Elections & University Nominations Committee. Senator Mason stated that the committee met last week in special session. In attendance were the chairs from the General Education Committee, Graduate Council, Library, and Research. Discussion centered around the election for faculty appointments on university committees held last spring and ways to improve the process and increase faculty participation. The response rate from 2016 was at 7.6% as compared to 26% this past spring. So we’re hopeful that the new process is a contributing factor for the increased response rate. Anyone with suggestions to improve the process or faculty participation should contact Senator Mason.
Information Technology Committee. Senator Baggett reported that the committee met on September 22. Jonathan Sikora was in attendance to provide training for the TurningPoint software which is used for Senate digital voting. In addition, Mr. Sikora provided a Blackboard SAAS update.
Rights and Responsibilities Committee. Senator Quan announced that the committee has met to review charges.
Rules Committee: Senator Kay reported that the committee met on September 18 to discuss the charges for the year. The committee has begun drafting generic language for a petition to be used in the faculty-at-large approval process.
The committee continues to work on revisions for the Senate internal procedures and should have those completed this year.

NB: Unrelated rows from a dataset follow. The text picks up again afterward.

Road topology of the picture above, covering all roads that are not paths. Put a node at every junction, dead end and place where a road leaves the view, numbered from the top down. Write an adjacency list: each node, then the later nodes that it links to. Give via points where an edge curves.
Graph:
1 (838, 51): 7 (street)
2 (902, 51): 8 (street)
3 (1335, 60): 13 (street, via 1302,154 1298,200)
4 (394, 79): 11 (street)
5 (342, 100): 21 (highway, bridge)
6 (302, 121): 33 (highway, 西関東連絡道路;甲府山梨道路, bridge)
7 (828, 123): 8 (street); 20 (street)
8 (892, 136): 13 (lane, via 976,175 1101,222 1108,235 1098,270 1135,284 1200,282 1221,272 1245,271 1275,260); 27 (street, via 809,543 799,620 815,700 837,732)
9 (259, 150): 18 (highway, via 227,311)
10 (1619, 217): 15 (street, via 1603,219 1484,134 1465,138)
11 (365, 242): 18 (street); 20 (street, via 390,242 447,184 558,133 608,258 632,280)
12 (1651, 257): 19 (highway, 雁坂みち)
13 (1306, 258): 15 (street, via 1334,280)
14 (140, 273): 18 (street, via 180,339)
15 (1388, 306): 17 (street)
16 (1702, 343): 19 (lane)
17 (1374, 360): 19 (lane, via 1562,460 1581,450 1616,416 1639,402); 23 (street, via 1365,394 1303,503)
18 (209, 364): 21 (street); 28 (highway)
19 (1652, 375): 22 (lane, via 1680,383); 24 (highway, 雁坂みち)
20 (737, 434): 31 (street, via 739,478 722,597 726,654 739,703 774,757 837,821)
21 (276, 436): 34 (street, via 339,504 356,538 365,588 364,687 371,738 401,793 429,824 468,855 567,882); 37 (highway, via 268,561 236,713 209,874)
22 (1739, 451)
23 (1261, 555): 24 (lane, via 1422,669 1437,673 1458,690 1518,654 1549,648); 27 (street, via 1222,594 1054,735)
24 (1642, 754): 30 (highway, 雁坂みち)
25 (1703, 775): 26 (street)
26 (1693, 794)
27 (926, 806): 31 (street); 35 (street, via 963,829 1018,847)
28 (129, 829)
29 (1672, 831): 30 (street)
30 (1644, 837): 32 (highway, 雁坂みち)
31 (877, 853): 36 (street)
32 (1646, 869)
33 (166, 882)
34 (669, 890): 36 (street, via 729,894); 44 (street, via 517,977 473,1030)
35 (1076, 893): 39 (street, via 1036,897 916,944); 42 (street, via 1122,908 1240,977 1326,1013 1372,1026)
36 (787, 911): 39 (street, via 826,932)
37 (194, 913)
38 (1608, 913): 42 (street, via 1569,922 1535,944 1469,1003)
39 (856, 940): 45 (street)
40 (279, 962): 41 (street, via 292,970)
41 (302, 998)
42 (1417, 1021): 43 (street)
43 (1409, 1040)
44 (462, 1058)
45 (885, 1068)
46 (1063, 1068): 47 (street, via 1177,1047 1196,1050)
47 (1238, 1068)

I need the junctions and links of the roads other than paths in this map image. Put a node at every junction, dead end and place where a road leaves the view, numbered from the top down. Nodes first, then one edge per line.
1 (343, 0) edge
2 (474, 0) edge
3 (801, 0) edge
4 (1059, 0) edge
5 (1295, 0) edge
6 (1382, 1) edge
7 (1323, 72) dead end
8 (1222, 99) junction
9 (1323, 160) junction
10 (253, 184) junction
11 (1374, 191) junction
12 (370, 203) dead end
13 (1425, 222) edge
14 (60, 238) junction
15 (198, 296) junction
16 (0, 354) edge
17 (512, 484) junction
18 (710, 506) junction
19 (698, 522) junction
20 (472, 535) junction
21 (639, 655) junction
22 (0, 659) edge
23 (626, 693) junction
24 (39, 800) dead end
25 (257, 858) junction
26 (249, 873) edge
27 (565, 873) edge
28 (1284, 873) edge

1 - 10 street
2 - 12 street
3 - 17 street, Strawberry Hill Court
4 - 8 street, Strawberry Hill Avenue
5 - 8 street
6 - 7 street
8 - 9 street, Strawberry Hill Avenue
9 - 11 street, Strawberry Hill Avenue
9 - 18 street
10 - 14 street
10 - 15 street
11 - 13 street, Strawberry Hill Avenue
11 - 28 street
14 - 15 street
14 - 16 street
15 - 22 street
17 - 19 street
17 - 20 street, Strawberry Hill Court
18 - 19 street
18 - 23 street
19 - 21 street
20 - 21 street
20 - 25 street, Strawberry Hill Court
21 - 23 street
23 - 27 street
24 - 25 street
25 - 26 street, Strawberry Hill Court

The committee is also investigating whether the merit pay guidelines should still be listed in the handbook and if so, if they need to be updated. The Executive Committee will discuss this with the president at their next monthly meeting.
Another charge the committee is working on is to clarify administrative voting rights on Senate.
Faculty Welfare Committee. Senator Turner reported that the committee met and reviewed the health care plans.
AD HOC COMMITTEES:
Ombud Framework. Senator Zeigler announced that the meeting with the president to discuss the proposed charter was postponed. More information should be available next month.
Senator Whitehouse moved to adjourn at approximately 4:45pm.